Lieberman Companies is a distributor and certified ISO processor of ATMs, amusement route operator, and owns Elsie's Place gaming cafes in Illinois. Based in Bloomington, Minnesota, the company has been family-owned since its inception in 1907.

Samuel Lieberman, a Lithuanian immigrant to Minnesota, started the company in 1907. It was a small business servicing coin-operated machines in bars and restaurants. After Samuel died in 1938, his son Harold formed Lieberman Music Company, a jukebox distributor. An additional division called Viking Vending distributed food and drink machines.

Fourth generation owners Hal Lieberman and Dan Lieberman currently operate the business.

Lieberman is an authorized automated teller machine (ATM) Independent Service Organization (ISO) with RBS WorldPay. In 2010, Lieberman Companies was named a Top Ten Distributor of ATMs by Payment Alliance International (PAI), a provider of electronic payment processing solutions. In addition to the ATM business, Lieberman Companies operates a 275-customer amusement route in the Minneapolis/St. Paul area called American Amusement Arcades. The company also owns and operates all Elsie's Place gaming cafes in the Chicago area. The first Elsie's Place opened in Worth, Illinois in May 2014.
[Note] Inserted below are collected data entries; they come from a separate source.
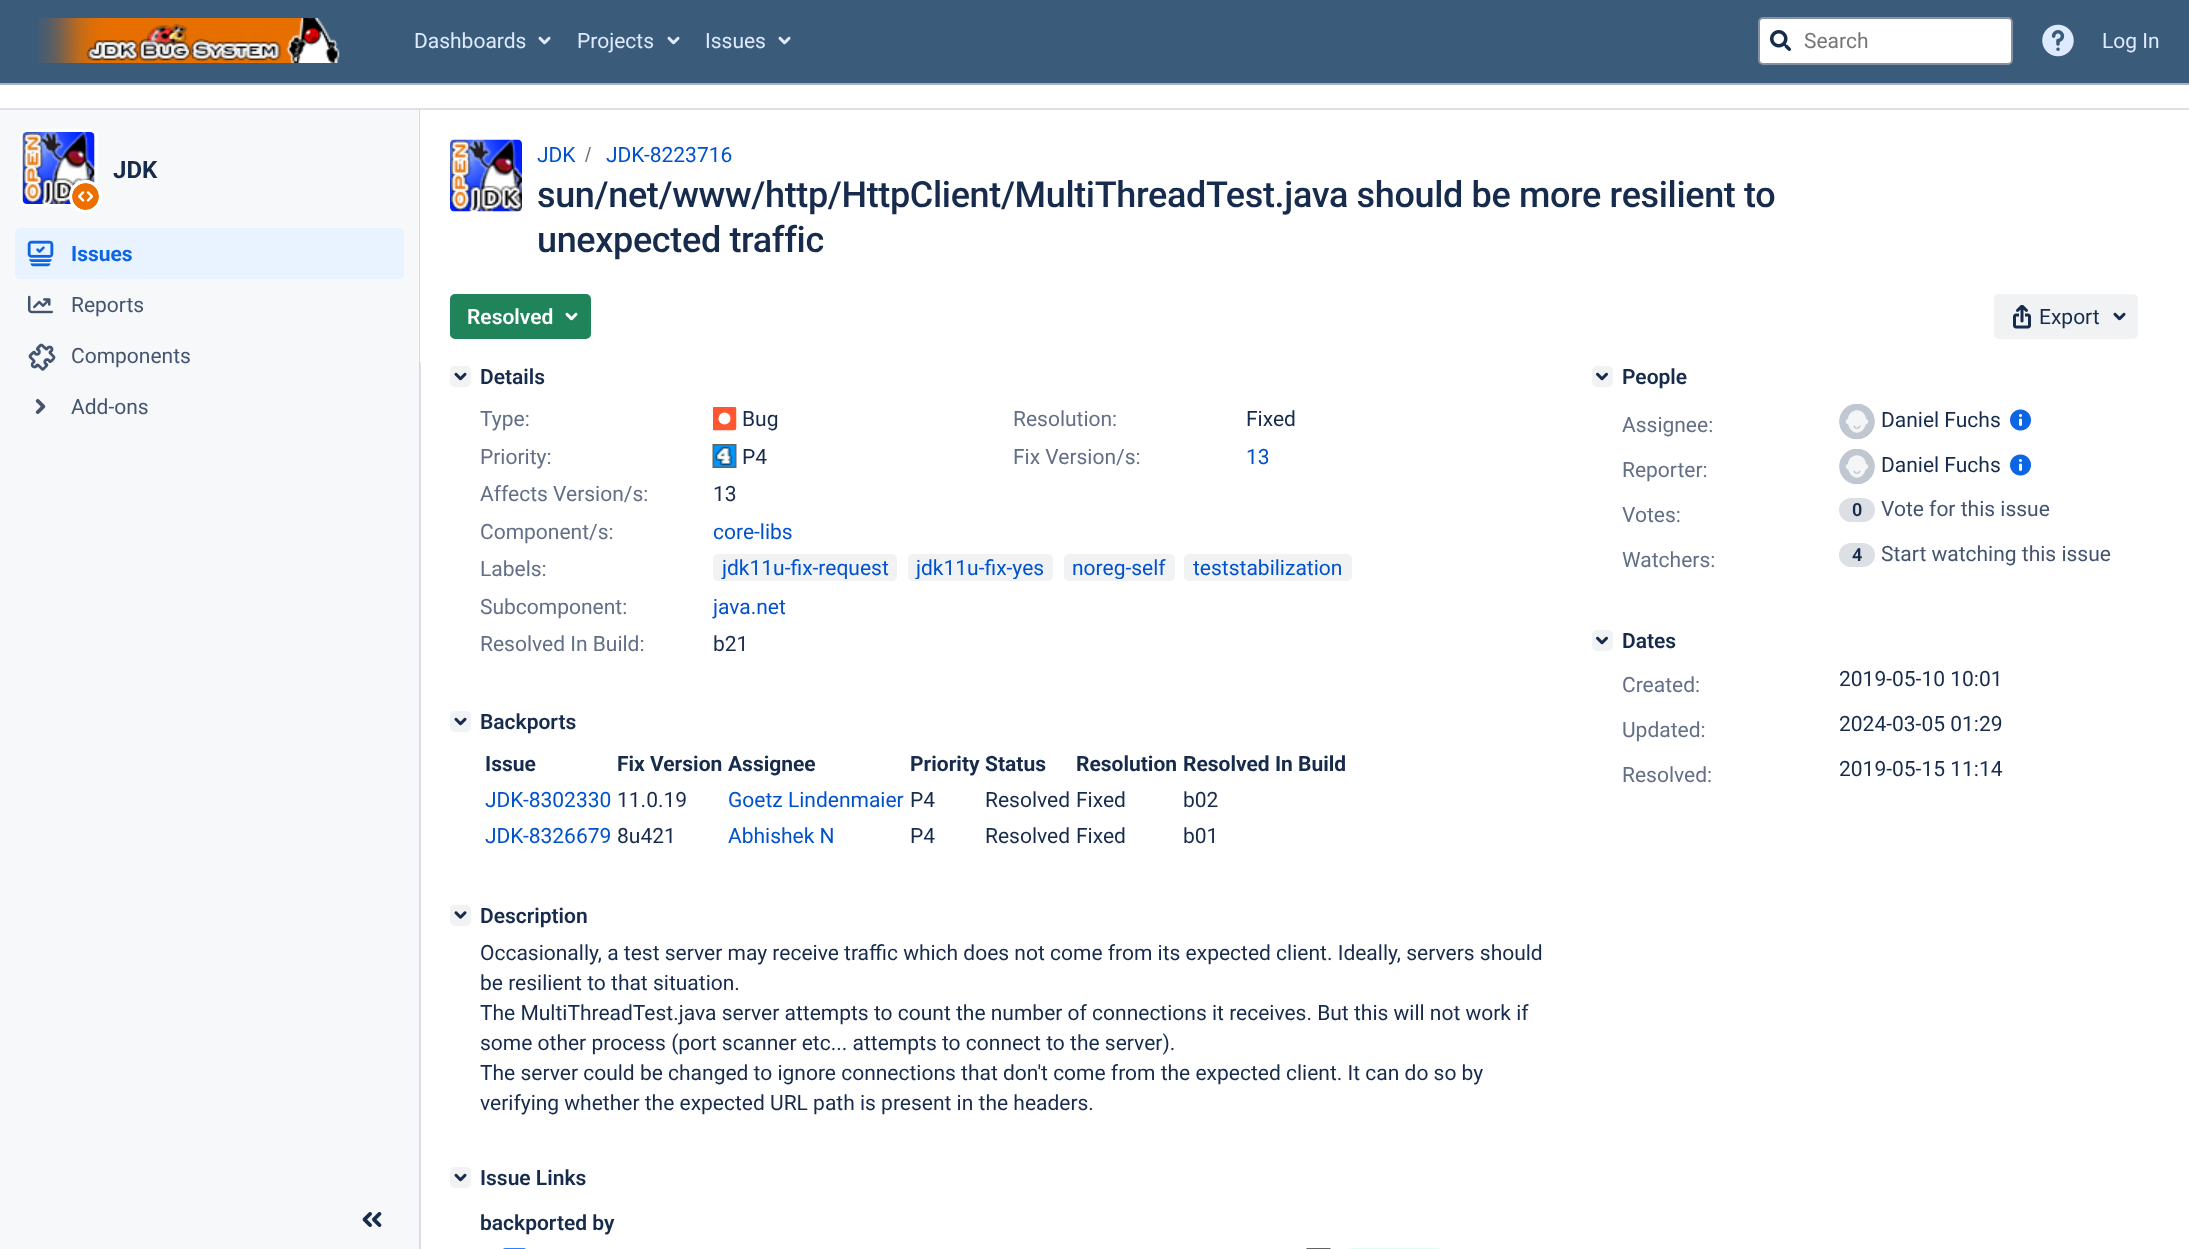 async function draw(canvas) {
	canvas.width = 2189;
	canvas.height = 1249;
	const c = canvas.getContext('2d');
	c.miterLimit = 4;
	c.fontKerning = 'normal';
	async function loadImage(src) {
		const img = new Image();
		img.src = src;
		await img.decode();
		return img;
	}

	c.fillStyle = '#fff';
	c.fillRect(0, 0, 2189, 1249);
	for (const [x, y, w, h, color] of [
		[420, 362, 1, 887, '#dddfe5'],
		[0, 0, 2189, 83, '#3b5b7b'],
		[0, 83, 2189, 2, '#a4b3c4'],
	]) {
		c.fillStyle = color;
		c.fillRect(x, y, w, h);
	}
	c.drawImage(await loadImage('img1.png'), 38, 18, 302, 45);
	c.font = '21px Roboto';
	c.fillStyle = '#deebff';
	c.fillText('Dashboards', 414, 48);
	c.drawImage(await loadImage('img2.png'), 538, 36, 13, 9);
	c.fillText('Projects', 577, 48);
	c.drawImage(await loadImage('img2.png'), 667, 36, 13, 9);
	c.fillText('Issues', 705, 48);
	c.drawImage(await loadImage('img2.png'), 778, 36, 13, 9);
	c.fillStyle = '#fff';
	c.beginPath();
	c.roundRect(1759, 18, 253, 46, 4);
	c.fill();
	c.strokeStyle = '#8590a2';
	c.lineWidth = 2;
	c.stroke();
	c.drawImage(await loadImage('img3.png'), 1770, 30, 21, 21);
	c.fillStyle = '#757575';
	c.fillText('Search', 1804, 48);
	c.drawImage(await loadImage('img4.png'), 2042, 24, 32, 33);
	c.fillStyle = '#deebff';
	c.fillText('Log In', 2102, 48);
	for (const [x, y, w, h, color] of [
		[0, 108, 2189, 2, '#dde0e5'],
		[0, 110, 419, 1139, '#f7f8f9'],
		[419, 110, 1, 1139, '#d6d9df'],
	]) {
		c.fillStyle = color;
		c.fillRect(x, y, w, h);
	}
	c.beginPath();
	c.roundRect(21.5, 130.5, 75, 75, 6.5);
	c.strokeStyle = '#fff';
	c.lineWidth = 3;
	c.stroke();
	c.drawImage(await loadImage('img5.png'), 22, 132, 73, 72);
	c.fillStyle = '#fff';
	c.beginPath();
	c.arc(85.5, 196.5, 16.5, 0, 2 * Math.PI);
	c.fill();
	c.drawImage(await loadImage('img6.png'), 72, 183, 27, 27);
	c.font = 'bold 24px Roboto';
	c.fillStyle = '#172b4d';
	c.fillText('JDK', 113, 178);
	c.fillStyle = '#e9f2ff';
	c.beginPath();
	c.roundRect(15, 228, 389, 51, 5);
	c.fill();
	c.drawImage(await loadImage('img7.png'), 27, 240, 27, 27);
	c.font = 'bold 21px Roboto';
	c.fillStyle = '#0c66e4';
	c.fillText('Issues', 71, 261);
	c.drawImage(await loadImage('img8.png'), 27, 295, 26, 19);
	c.font = '21px Roboto';
	c.fillStyle = '#44546f';
	c.fillText('Reports', 71, 312);
	c.drawImage(await loadImage('img9.png'), 28, 343, 28, 28);
	c.fillText('Components', 71, 363);
	c.drawImage(await loadImage('img10.png'), 35, 399, 11, 15);
	c.fillText('Add-ons', 71, 414);
	c.drawImage(await loadImage('img11.png'), 362, 1212, 20, 15);
	c.drawImage(await loadImage('img12.png'), 450, 139, 72, 73);
	c.fillStyle = '#0052cc';
	c.fillText('JDK', 537, 162);
	c.fillStyle = '#707070';
	c.beginPath();
	c.moveTo(586.5, 162);
	c.lineTo(591, 147);
	c.lineTo(589.5, 147);
	c.lineTo(585, 162);
	c.closePath();
	c.fill();
	c.fillStyle = '#0052cc';
	c.fillText('JDK-8223716', 606, 162);
	c.letterSpacing = '-0.35px';
	c.font = '500 36px Roboto';
	c.fillStyle = '#172b4d';
	c.fillText('sun/net/www/http/HttpClient/MultiThreadTest.java should be more resilient to', 537, 207);
	c.fillText('unexpected traffic', 537, 252);
	c.fillStyle = '#1f845a';
	c.beginPath();
	c.roundRect(451, 295, 139, 43, 4);
	c.fill();
	c.strokeStyle = '#1f845a';
	c.lineWidth = 2;
	c.stroke();
	c.letterSpacing = '0px';
	c.font = '600 21px Roboto';
	c.fillStyle = '#fff';
	c.fillText('Resolved', 467, 324);
	c.drawImage(await loadImage('img13.png'), 565, 312, 13, 9);
	c.fillStyle = '#f0f2f4';
	c.beginPath();
	c.roundRect(1994, 294, 144, 45, 5);
	c.fill();
	c.drawImage(await loadImage('img14.png'), 2013, 305, 18, 24);
	c.font = '21px Roboto';
	c.fillStyle = '#172b4d';
	c.fillText('Export', 2039, 324);
	c.drawImage(await loadImage('img15.png'), 2113, 312, 13, 9);
	c.fillStyle = '#f0f2f4';
	c.beginPath();
	c.roundRect(450, 366, 21, 21, 5);
	c.fill();
	c.drawImage(await loadImage('img16.png'), 454, 372, 13, 9);
	c.font = '600 21px Roboto';
	c.fillStyle = '#172b4d';
	c.fillText('Details', 480, 384);
	c.font = '21px Roboto';
	c.fillStyle = '#626f86';
	c.fillText('Type:', 480, 426);
	c.drawImage(await loadImage('img17.png'), 713, 407, 24, 24);
	c.fillStyle = '#172b4d';
	c.fillText('Bug', 742, 426);
	c.fillStyle = '#626f86';
	c.fillText('Resolution:', 1013, 426);
	c.fillStyle = '#172b4d';
	c.fillText('Fixed', 1246, 426);
	c.fillStyle = '#626f86';
	c.fillText('Priority:', 480, 464);
	c.drawImage(await loadImage('img18.png'), 712, 444, 25, 24);
	c.fillStyle = '#172b4d';
	c.fillText('P4', 742, 464);
	c.fillStyle = '#626f86';
	c.fillText('Fix Version/s:', 1013, 464);
	c.fillStyle = '#0052cc';
	c.fillText('13', 1246, 464);
	c.fillStyle = '#626f86';
	c.fillText('Affects Version/s:', 480, 501);
	c.fillStyle = '#172b4d';
	c.fillText('13', 713, 501);
	c.fillStyle = '#626f86';
	c.fillText('Component/s:', 480, 539);
	c.fillStyle = '#0052cc';
	c.fillText('core-libs', 713, 539);
	c.fillStyle = '#626f86';
	c.fillText('Labels:', 480, 576);
	c.fillStyle = '#f0f2f4';
	c.beginPath();
	c.roundRect(713, 554, 184, 27, 5);
	c.fill();
	c.save();
	c.beginPath();
	c.roundRect(714, 555, 182, 24, 3);
	c.clip();
	c.fillStyle = '#0052cc';
	c.fillText('jdk11u-fix-request', 722, 575);
	c.restore();
	c.beginPath();
	c.roundRect(908, 554, 145, 27, 5);
	c.fill();
	c.save();
	c.beginPath();
	c.roundRect(909, 555, 143, 24, 3);
	c.clip();
	c.fillStyle = '#0052cc';
	c.fillText('jdk11u-fix-yes', 916, 575);
	c.restore();
	c.beginPath();
	c.roundRect(1064, 554, 111, 27, 5);
	c.fill();
	c.save();
	c.beginPath();
	c.roundRect(1065, 555, 108, 24, 3);
	c.clip();
	c.fillStyle = '#0052cc';
	c.fillText('noreg-self', 1072, 575);
	c.restore();
	c.beginPath();
	c.roundRect(1184, 554, 168, 27, 5);
	c.fill();
	c.fillStyle = '#0052cc';
	c.fillText('teststabilization', 1193, 575);
	c.fillStyle = '#626f86';
	c.fillText('Subcomponent:', 480, 614);
	c.fillStyle = '#0052cc';
	c.fillText('java.net', 713, 614);
	c.fillStyle = '#626f86';
	c.fillText('Resolved In Build:', 480, 651);
	c.fillStyle = '#172b4d';
	c.fillText('b21', 713, 651);
	c.fillStyle = '#f0f2f4';
	c.beginPath();
	c.roundRect(450, 711, 21, 21, 5);
	c.fill();
	c.drawImage(await loadImage('img16.png'), 454, 717, 13, 9);
	c.font = '600 21px Roboto';
	c.fillStyle = '#172b4d';
	c.fillText('Backports', 480, 729);
	c.font = 'bold 21px Roboto';
	for (const [text, x, y] of [
		['Issue', 485, 771],
		['Fix Version', 617, 771],
		['Assignee', 728, 771],
		['Priority', 910, 771],
		['Status', 985, 771],
		['Resolution', 1076, 771],
		['Resolved In Build', 1183, 771],
	]) {
		c.fillText(text, x, y);
	}
	c.font = '21px Roboto';
	c.fillStyle = '#0052cc';
	c.fillText('JDK-8302330', 485, 807);
	c.fillStyle = '#172b4d';
	c.fillText('11.0.19', 617, 807);
	c.fillStyle = '#0052cc';
	c.fillText('Goetz Lindenmaier', 728, 807);
	c.fillStyle = '#172b4d';
	for (const [text, x, y] of [
		['P4', 910, 807],
		['Resolved', 985, 807],
		['Fixed', 1076, 807],
		['b02', 1183, 807],
	]) {
		c.fillText(text, x, y);
	}
	c.fillStyle = '#0052cc';
	c.fillText('JDK-8326679', 485, 843);
	c.fillStyle = '#172b4d';
	c.fillText('8u421', 617, 843);
	c.fillStyle = '#0052cc';
	c.fillText('Abhishek N', 728, 843);
	c.fillStyle = '#172b4d';
	for (const [text, x, y] of [
		['P4', 910, 843],
		['Resolved', 985, 843],
		['Fixed', 1076, 843],
		['b01', 1183, 843],
	]) {
		c.fillText(text, x, y);
	}
	c.fillStyle = '#f0f2f4';
	c.beginPath();
	c.roundRect(450, 905, 21, 21, 5);
	c.fill();
	c.drawImage(await loadImage('img19.png'), 454, 911, 13, 8);
	c.font = '600 21px Roboto';
	c.fillStyle = '#172b4d';
	c.fillText('Description', 480, 923);
	c.font = '21px Roboto';
	for (const [text, x, y] of [
		['Occasionally, a test server may receive traffic which does not come from its expected client. Ideally, servers should', 480, 960],
		['be resilient to that situation.', 480, 990],
		['The MultiThreadTest.java server attempts to count the number of connections it receives. But this will not work if', 480, 1020],
		['some other process (port scanner etc... attempts to connect to the server).', 480, 1050],
		['The server could be changed to ignore connections that don\'t come from the expected client. It can do so by', 480, 1080],
		['verifying whether the expected URL path is present in the headers.', 480, 1110],
	]) {
		c.fillText(text, x, y);
	}
	c.fillStyle = '#f0f2f4';
	c.beginPath();
	c.roundRect(450, 1167, 21, 21, 5);
	c.fill();
	c.drawImage(await loadImage('img16.png'), 454, 1173, 13, 9);
	c.font = '600 21px Roboto';
	c.fillStyle = '#172b4d';
	c.fillText('Issue Links', 480, 1185);
	c.fillText('backported by', 480, 1230);
	c.drawImage(await loadImage('img20.png'), 503, 1248, 23, 1);
	c.drawImage(await loadImage('img21.png'), 1306, 1248, 25, 1);
	c.fillStyle = '#dcfff1';
	c.beginPath();
	c.moveTo(1352, 1248);
	c.lineTo(1437, 1248);
	c.bezierCurveTo(1440, 1248, 1442, 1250, 1442, 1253);
	c.lineTo(1442, 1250);
	c.lineTo(1347, 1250);
	c.lineTo(1347, 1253);
	c.bezierCurveTo(1347, 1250, 1349, 1248, 1352, 1248);
	c.closePath();
	c.fill();
	c.fillStyle = '#f0f2f4';
	c.beginPath();
	c.roundRect(1592, 366, 21, 21, 5);
	c.fill();
	c.drawImage(await loadImage('img22.png'), 1596, 372, 12, 9);
	c.fillStyle = '#172b4d';
	c.fillText('People', 1622, 384);
	c.font = '21px Roboto';
	c.fillStyle = '#626f86';
	c.fillText('Assignee:', 1622, 432);
	c.drawImage(await loadImage('img23.png'), 1839, 404, 36, 36);
	c.fillStyle = '#172b4d';
	c.fillText('Daniel Fuchs', 1881, 427);
	c.drawImage(await loadImage('img24.png'), 2010, 409, 21, 22);
	c.fillStyle = '#626f86';
	c.fillText('Reporter:', 1622, 477);
	c.drawImage(await loadImage('img23.png'), 1839, 449, 36, 36);
	c.fillStyle = '#172b4d';
	c.fillText('Daniel Fuchs', 1881, 472);
	c.drawImage(await loadImage('img24.png'), 2010, 454, 21, 22);
	c.fillStyle = '#626f86';
	c.fillText('Votes:', 1622, 522);
	c.fillStyle = '#dcdfe4';
	c.beginPath();
	c.roundRect(1839, 498, 36, 24, 12);
	c.fill();
	c.font = '600 18px Roboto';
	c.fillStyle = '#172b4d';
	c.fillText('0', 1852, 516);
	c.font = '21px Roboto';
	c.fillStyle = '#44546f';
	c.fillText('Vote for this issue', 1881, 516);
	c.fillStyle = '#626f86';
	c.fillText('Watchers:', 1622, 567);
	c.fillStyle = '#dcdfe4';
	c.beginPath();
	c.roundRect(1839, 543, 36, 24, 12);
	c.fill();
	c.font = '600 18px Roboto';
	c.fillStyle = '#172b4d';
	c.fillText('4', 1852, 561);
	c.font = '21px Roboto';
	c.fillStyle = '#44546f';
	c.fillText('Start watching this issue', 1881, 561);
	c.fillStyle = '#f0f2f4';
	c.beginPath();
	c.roundRect(1592, 630, 21, 21, 5);
	c.fill();
	c.drawImage(await loadImage('img22.png'), 1596, 636, 12, 9);
	c.font = '600 21px Roboto';
	c.fillStyle = '#172b4d';
	c.fillText('Dates', 1622, 648);
	c.font = '21px Roboto';
	c.fillStyle = '#626f86';
	c.fillText('Created:', 1622, 692);
	c.fillStyle = '#172b4d';
	c.fillText('2019-05-10 10:01', 1839, 686);
	c.fillStyle = '#626f86';
	c.fillText('Updated:', 1622, 737);
	c.fillStyle = '#172b4d';
	c.fillText('2024-03-05 01:29', 1839, 731);
	c.fillStyle = '#626f86';
	c.fillText('Resolved:', 1622, 782);
	c.fillStyle = '#172b4d';
	c.fillText('2019-05-15 11:14', 1839, 776);
}

draw(document.querySelector('canvas'));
The company also has a history in other industries. Lieberman Enterprises was the second largest distributor of music and movies in the United States in the 1980s and early 1990s. The company was publicly traded on the NASDAQ (LMAN).

Lieberman Companies was involved in the restaurant business starting in an arcade at Southdale Center. Carousel Snack Bars became a 270-unit national operator of restaurants under the A&W brand name. A&W Restaurants purchased the company in 1997.

Mazzco, a replacement parts company, was purchased by Lieberman Companies in 1994 and sold in 2006.

Lieberman Companies is currently active in Cleantech investing under the leadership of Dan Lieberman. He has been a judge in The Minnesota Cup business plan contest and leads the Environment Network of Young Presidents' Organization (YPO).

In January 2016, American Vending Sales acquired Lieberman Companies' amusement and vending distribution business.

In July 2019, Lieberman Companies moved to a new space at 9361 Penn Ave South in Bloomington, Minnesota.

In November 2022, Lieberman Companies acquired D&R Star's amusement and ATM route in southeastern Minnesota. D&R continues to operate from their Rochester facility.